» **What is required**
Return every line of the data below exactly, but do not include the images.

Extracted information START

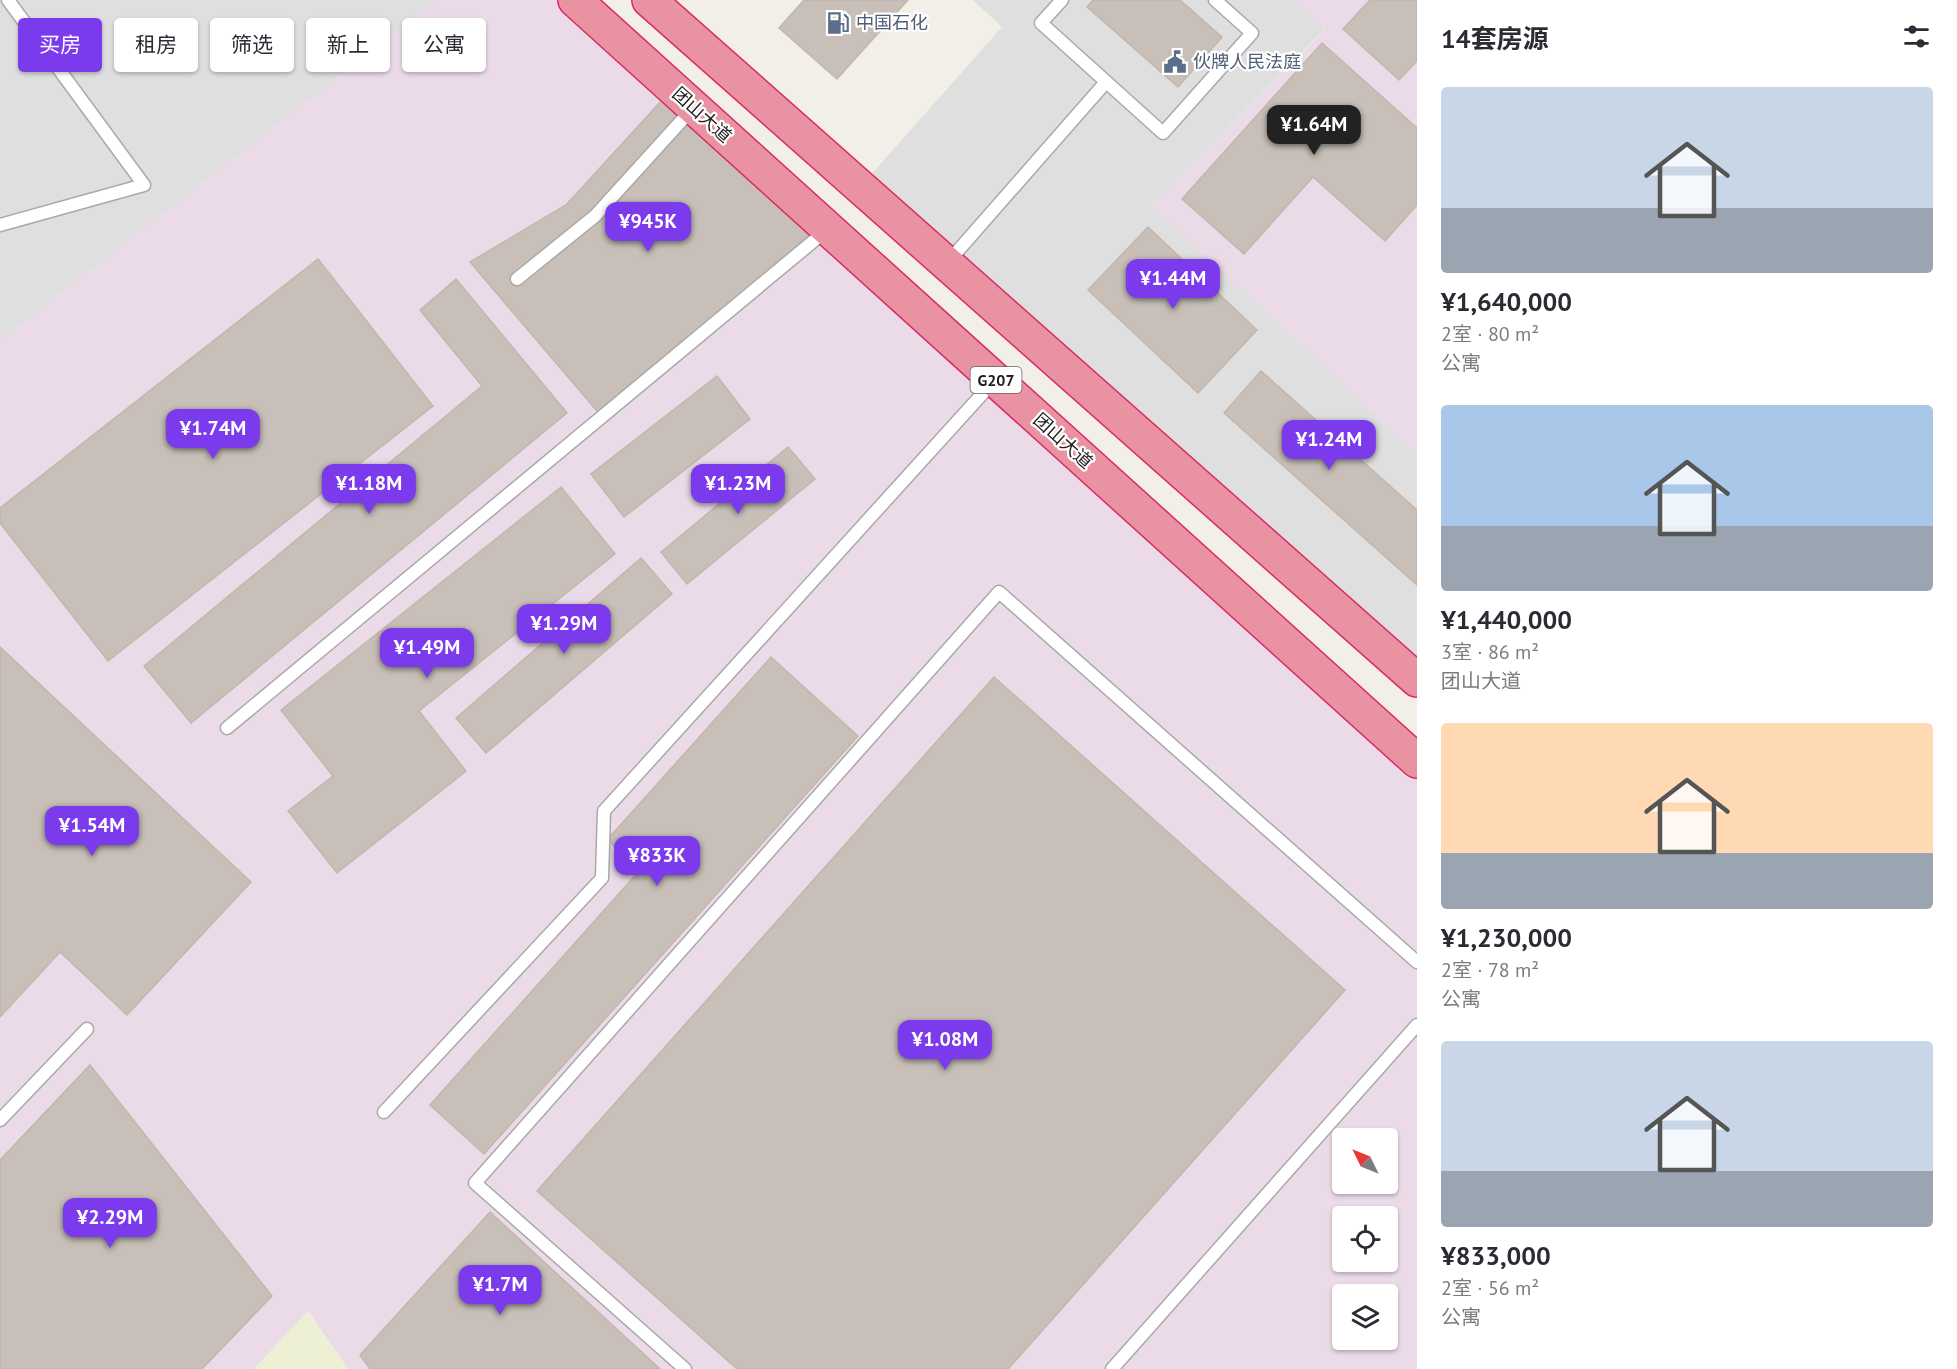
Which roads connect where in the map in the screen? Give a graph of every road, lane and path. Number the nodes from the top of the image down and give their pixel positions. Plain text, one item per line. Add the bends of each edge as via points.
1 (8, 0) edge
2 (575, 0) edge
3 (650, 0) edge
4 (1062, 0) edge
5 (1215, 0) edge
6 (1106, 81) junction
7 (694, 107) junction
8 (0, 225) edge
9 (828, 228) junction
10 (947, 263) junction
11 (517, 279) dead end
12 (995, 380) junction
13 (1417, 680) edge
14 (227, 728) dead end
15 (1417, 760) edge
16 (1417, 962) edge
17 (1417, 1025) edge
18 (87, 1029) dead end
19 (384, 1112) dead end
20 (0, 1120) edge
21 (685, 1369) edge
22 (1112, 1369) edge

1 - 8 lane via 144,185
2 - 7 highway, 团山大道 / G207
3 - 10 highway
4 - 6 lane via 1041,23
5 - 6 lane via 1252,33 1163,133
6 - 10 lane
7 - 9 highway, 团山大道 / G207
7 - 11 lane via 595,216
9 - 12 highway, 团山大道 / G207
9 - 14 lane
10 - 13 highway
12 - 15 highway, 团山大道 / G207
12 - 19 lane via 604,811 602,878
16 - 21 lane via 999,592 474,1182
17 - 22 lane
18 - 20 lane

Extracted information END

» **Written response**
Which roads connect where in the map in the screen? Give a graph of every road, lane and path. Number the nodes from the top of the image down and give their pixel positions. Plain text, one item per line. Add the bends of each edge as via points.
1 (8, 0) edge
2 (575, 0) edge
3 (650, 0) edge
4 (1062, 0) edge
5 (1215, 0) edge
6 (1106, 81) junction
7 (694, 107) junction
8 (0, 225) edge
9 (828, 228) junction
10 (947, 263) junction
11 (517, 279) dead end
12 (995, 380) junction
13 (1417, 680) edge
14 (227, 728) dead end
15 (1417, 760) edge
16 (1417, 962) edge
17 (1417, 1025) edge
18 (87, 1029) dead end
19 (384, 1112) dead end
20 (0, 1120) edge
21 (685, 1369) edge
22 (1112, 1369) edge

1 - 8 lane via 144,185
2 - 7 highway, 团山大道 / G207
3 - 10 highway
4 - 6 lane via 1041,23
5 - 6 lane via 1252,33 1163,133
6 - 10 lane
7 - 9 highway, 团山大道 / G207
7 - 11 lane via 595,216
9 - 12 highway, 团山大道 / G207
9 - 14 lane
10 - 13 highway
12 - 15 highway, 团山大道 / G207
12 - 19 lane via 604,811 602,878
16 - 21 lane via 999,592 474,1182
17 - 22 lane
18 - 20 lane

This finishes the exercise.